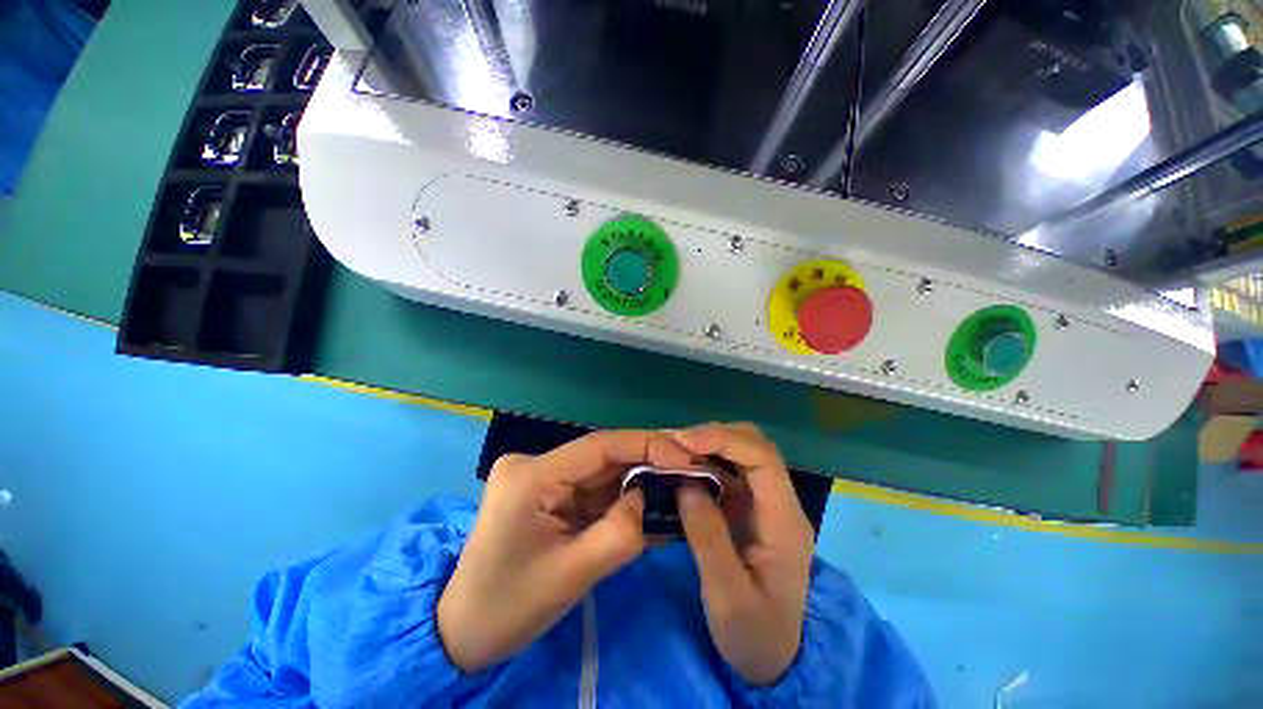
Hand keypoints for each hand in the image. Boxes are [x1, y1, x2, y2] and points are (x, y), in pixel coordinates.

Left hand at [437, 430, 692, 672]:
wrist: (462, 631)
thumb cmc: (508, 608)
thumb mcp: (573, 575)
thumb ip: (620, 531)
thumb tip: (644, 496)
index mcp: (532, 476)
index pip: (599, 445)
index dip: (646, 444)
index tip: (684, 455)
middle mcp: (534, 464)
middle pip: (601, 456)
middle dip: (646, 462)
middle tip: (688, 467)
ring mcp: (539, 476)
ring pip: (599, 471)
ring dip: (636, 479)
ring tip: (676, 484)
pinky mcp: (545, 491)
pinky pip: (590, 488)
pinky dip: (619, 496)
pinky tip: (648, 501)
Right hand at [672, 423, 814, 685]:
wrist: (773, 658)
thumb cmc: (754, 633)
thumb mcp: (727, 596)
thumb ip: (707, 536)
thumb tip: (685, 482)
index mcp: (784, 520)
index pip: (762, 457)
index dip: (723, 440)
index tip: (683, 442)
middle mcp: (779, 501)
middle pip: (754, 445)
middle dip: (714, 435)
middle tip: (674, 442)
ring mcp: (764, 502)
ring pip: (742, 452)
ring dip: (708, 444)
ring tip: (673, 449)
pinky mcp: (748, 506)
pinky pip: (728, 470)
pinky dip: (705, 460)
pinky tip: (683, 466)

■ **What you are asked to do**:
Pick out the lines above containing the word "ring", then copy them.

■ **Task output**:
ring mcp: (539, 476)
ring pip: (599, 471)
ring dip: (636, 479)
ring tip: (676, 484)
ring mcp: (764, 502)
ring pip: (742, 452)
ring dip: (708, 444)
ring tip: (673, 449)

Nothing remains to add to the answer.